### Task prompt
The reply should be a single number: the count of lines below that contain the word "bounding".

### Exercise inputs
● ● ● ● ●
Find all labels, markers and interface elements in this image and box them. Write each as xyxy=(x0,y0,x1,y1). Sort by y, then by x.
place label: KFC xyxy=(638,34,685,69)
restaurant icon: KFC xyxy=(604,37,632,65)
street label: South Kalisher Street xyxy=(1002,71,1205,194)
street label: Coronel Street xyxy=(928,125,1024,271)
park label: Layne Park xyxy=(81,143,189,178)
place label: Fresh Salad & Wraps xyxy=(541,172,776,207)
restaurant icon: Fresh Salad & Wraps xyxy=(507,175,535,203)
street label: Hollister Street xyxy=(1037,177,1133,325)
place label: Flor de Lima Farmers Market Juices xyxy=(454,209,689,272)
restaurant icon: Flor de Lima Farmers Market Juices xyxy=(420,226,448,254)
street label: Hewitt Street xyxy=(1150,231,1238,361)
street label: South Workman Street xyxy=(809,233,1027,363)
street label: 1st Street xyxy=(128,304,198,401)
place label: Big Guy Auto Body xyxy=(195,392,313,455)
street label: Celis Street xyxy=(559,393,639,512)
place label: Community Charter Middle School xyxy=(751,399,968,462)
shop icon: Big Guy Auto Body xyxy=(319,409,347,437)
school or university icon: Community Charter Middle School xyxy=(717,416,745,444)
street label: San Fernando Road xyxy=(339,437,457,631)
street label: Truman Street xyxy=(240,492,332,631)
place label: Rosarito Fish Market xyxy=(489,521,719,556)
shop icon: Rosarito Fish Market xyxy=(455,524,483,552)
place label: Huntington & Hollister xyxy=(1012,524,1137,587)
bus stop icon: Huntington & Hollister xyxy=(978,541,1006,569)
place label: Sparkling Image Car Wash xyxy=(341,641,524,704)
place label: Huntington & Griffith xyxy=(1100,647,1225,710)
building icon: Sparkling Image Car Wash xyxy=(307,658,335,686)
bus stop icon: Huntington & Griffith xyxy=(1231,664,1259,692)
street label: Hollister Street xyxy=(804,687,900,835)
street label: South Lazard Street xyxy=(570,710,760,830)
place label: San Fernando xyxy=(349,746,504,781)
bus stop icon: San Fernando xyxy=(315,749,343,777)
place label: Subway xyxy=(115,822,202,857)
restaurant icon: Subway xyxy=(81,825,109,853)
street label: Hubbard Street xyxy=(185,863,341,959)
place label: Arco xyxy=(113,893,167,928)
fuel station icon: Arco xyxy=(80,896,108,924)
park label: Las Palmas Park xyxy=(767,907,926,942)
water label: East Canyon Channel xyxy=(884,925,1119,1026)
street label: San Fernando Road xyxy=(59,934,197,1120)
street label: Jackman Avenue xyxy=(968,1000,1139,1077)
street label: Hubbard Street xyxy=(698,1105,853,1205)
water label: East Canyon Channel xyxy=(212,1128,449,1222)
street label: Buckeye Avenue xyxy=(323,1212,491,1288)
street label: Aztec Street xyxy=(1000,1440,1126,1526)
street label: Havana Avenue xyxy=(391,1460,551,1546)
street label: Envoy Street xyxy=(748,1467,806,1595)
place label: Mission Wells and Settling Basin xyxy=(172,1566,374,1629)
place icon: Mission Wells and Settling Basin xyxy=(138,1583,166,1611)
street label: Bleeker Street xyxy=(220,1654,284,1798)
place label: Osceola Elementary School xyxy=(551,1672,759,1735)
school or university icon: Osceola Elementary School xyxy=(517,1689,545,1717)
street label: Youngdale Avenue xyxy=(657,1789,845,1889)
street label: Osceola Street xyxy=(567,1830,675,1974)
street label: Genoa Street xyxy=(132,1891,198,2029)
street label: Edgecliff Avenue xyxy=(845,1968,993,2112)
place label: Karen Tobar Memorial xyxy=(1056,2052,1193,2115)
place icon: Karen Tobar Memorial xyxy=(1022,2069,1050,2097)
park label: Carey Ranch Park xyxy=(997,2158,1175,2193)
● ● ● ● ●
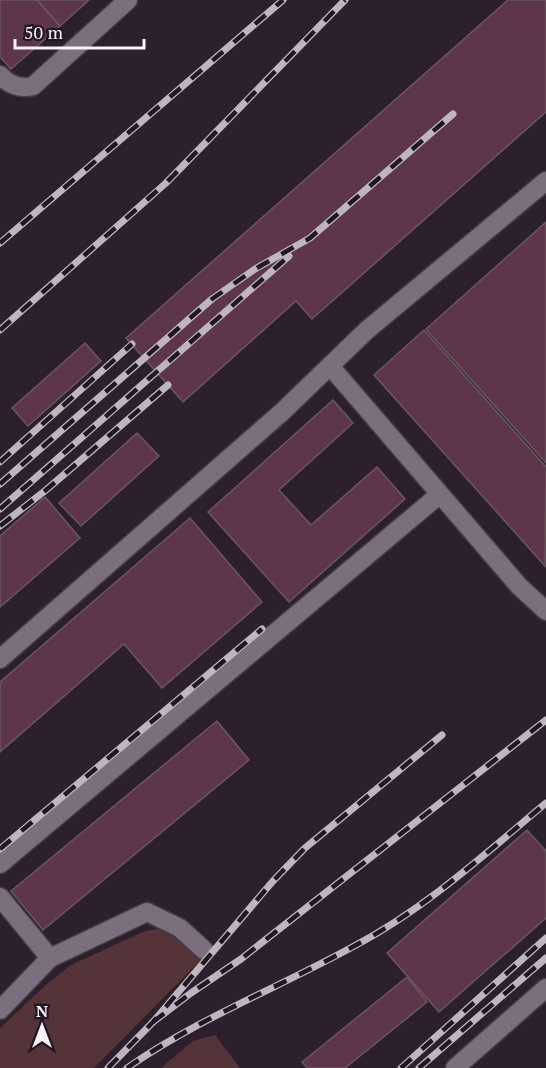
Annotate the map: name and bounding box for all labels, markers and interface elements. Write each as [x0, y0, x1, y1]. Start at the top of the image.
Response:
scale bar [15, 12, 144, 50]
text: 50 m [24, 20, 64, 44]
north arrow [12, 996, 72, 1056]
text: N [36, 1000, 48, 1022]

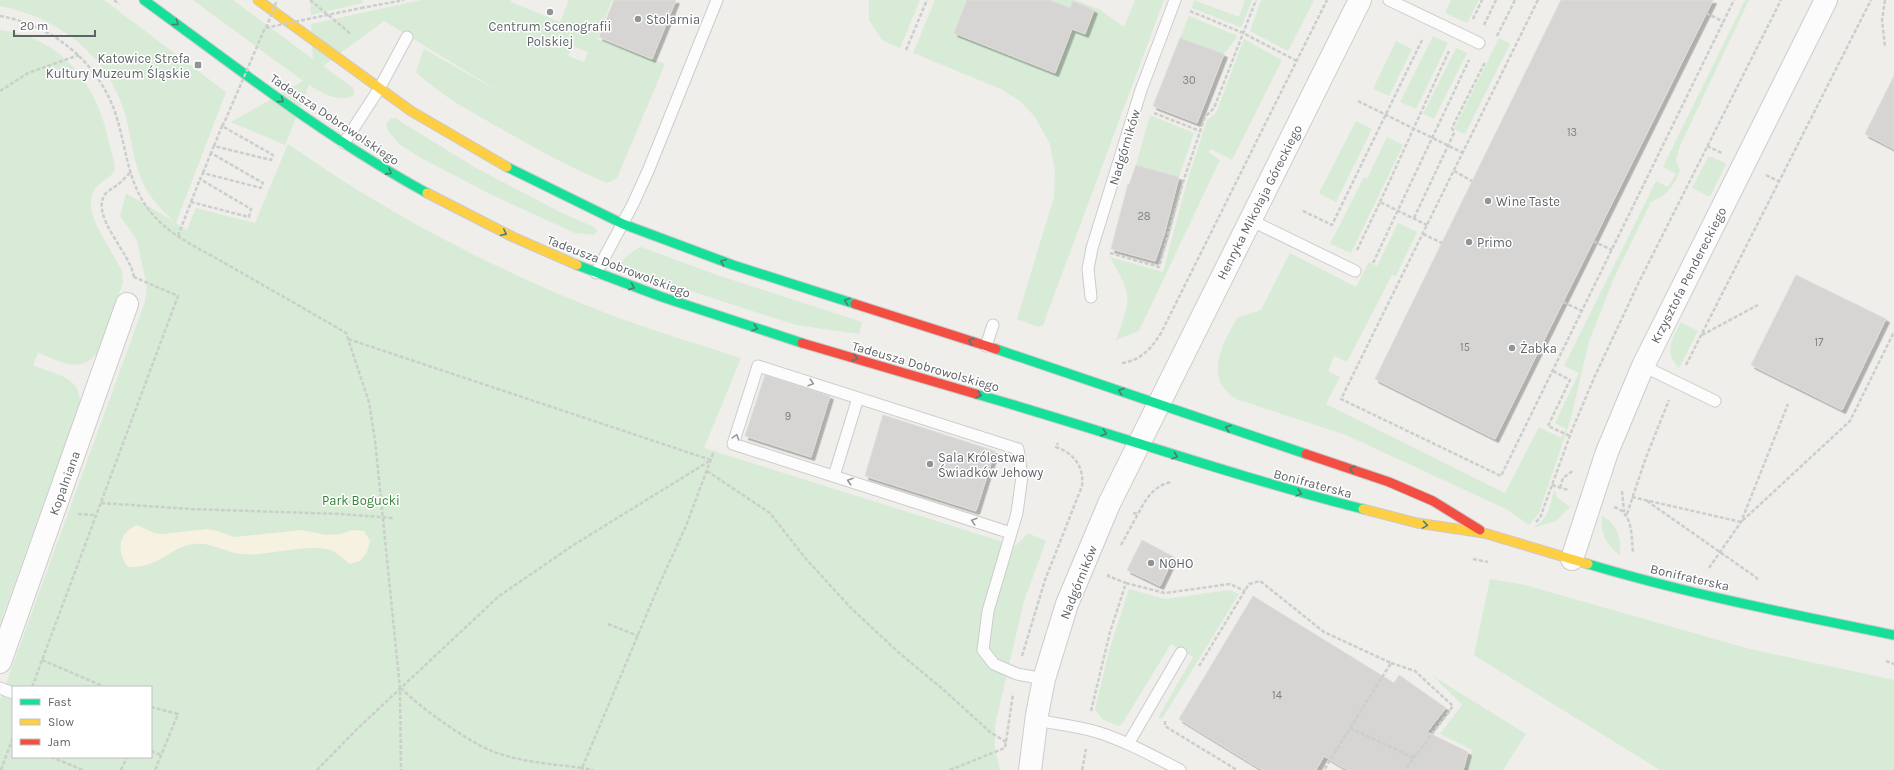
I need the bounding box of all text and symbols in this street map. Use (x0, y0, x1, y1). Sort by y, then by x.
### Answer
● ● ● ● ●
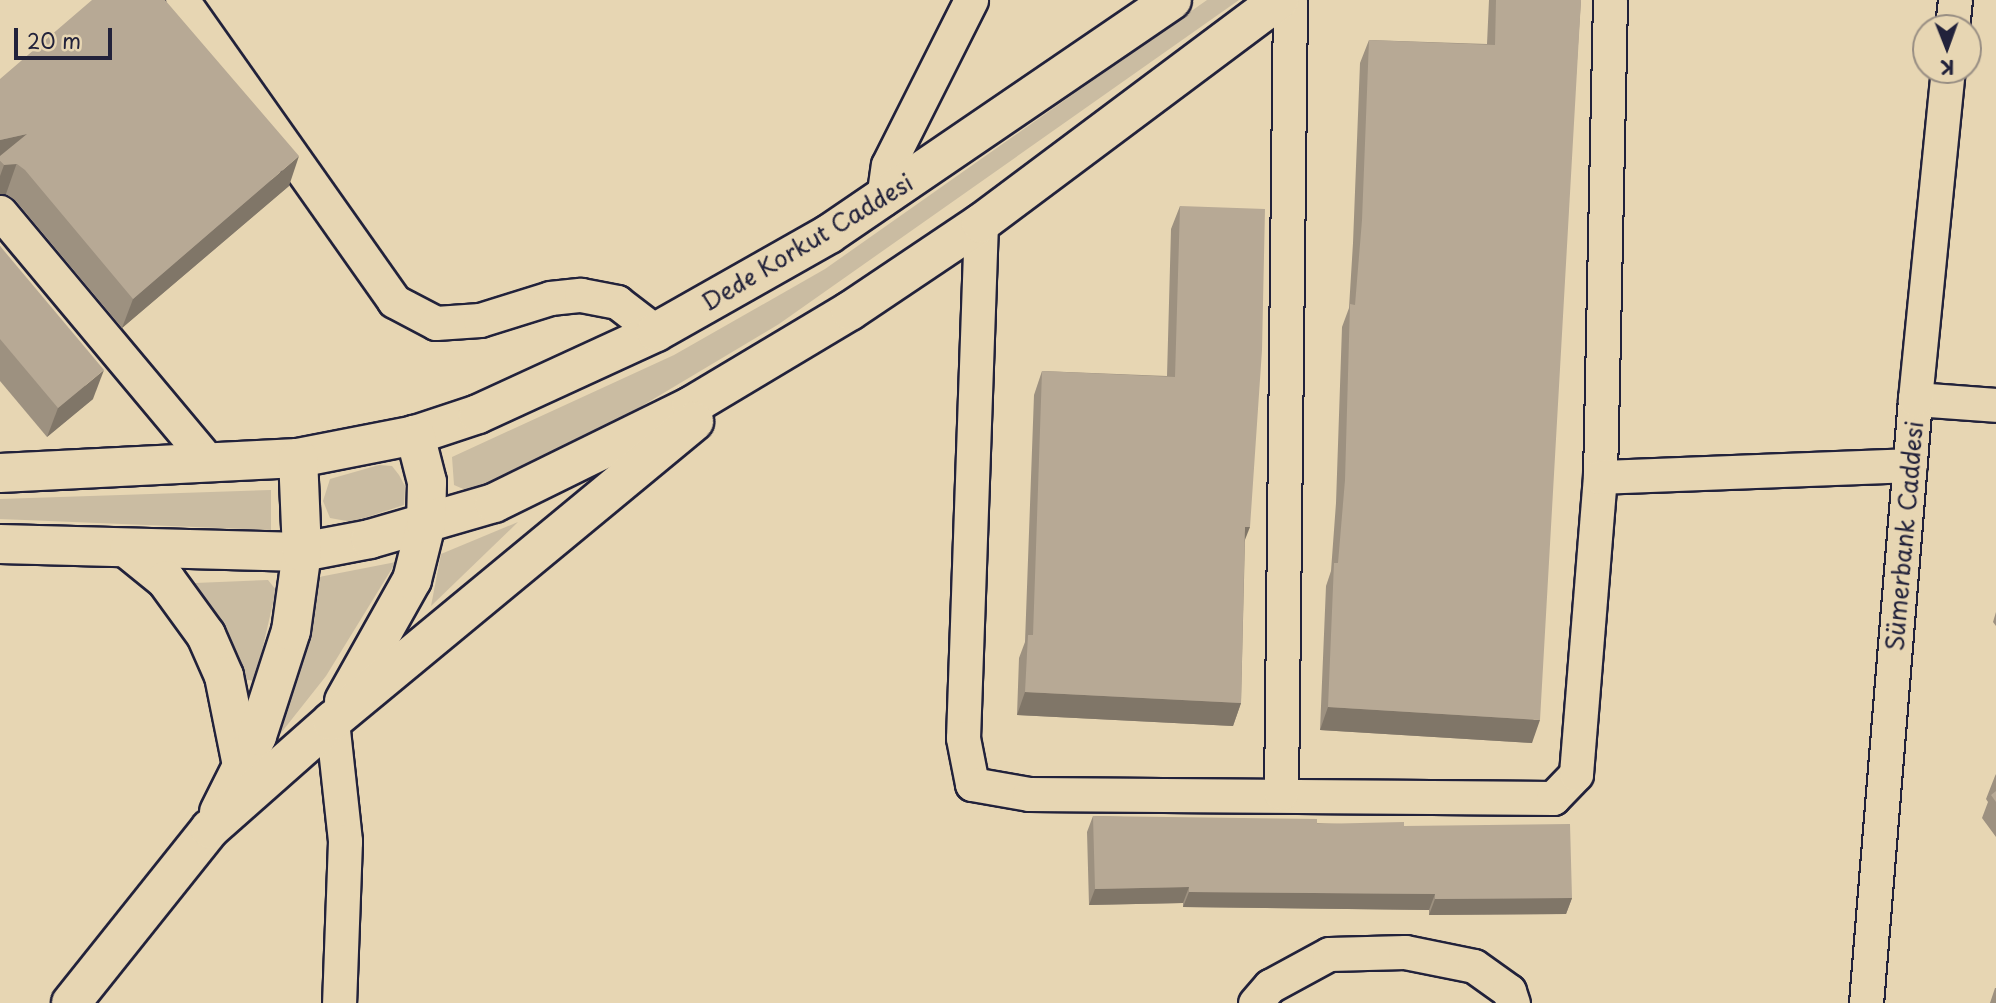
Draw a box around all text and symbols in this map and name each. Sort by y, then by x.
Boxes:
● ● ● ● ●
### Finished task
2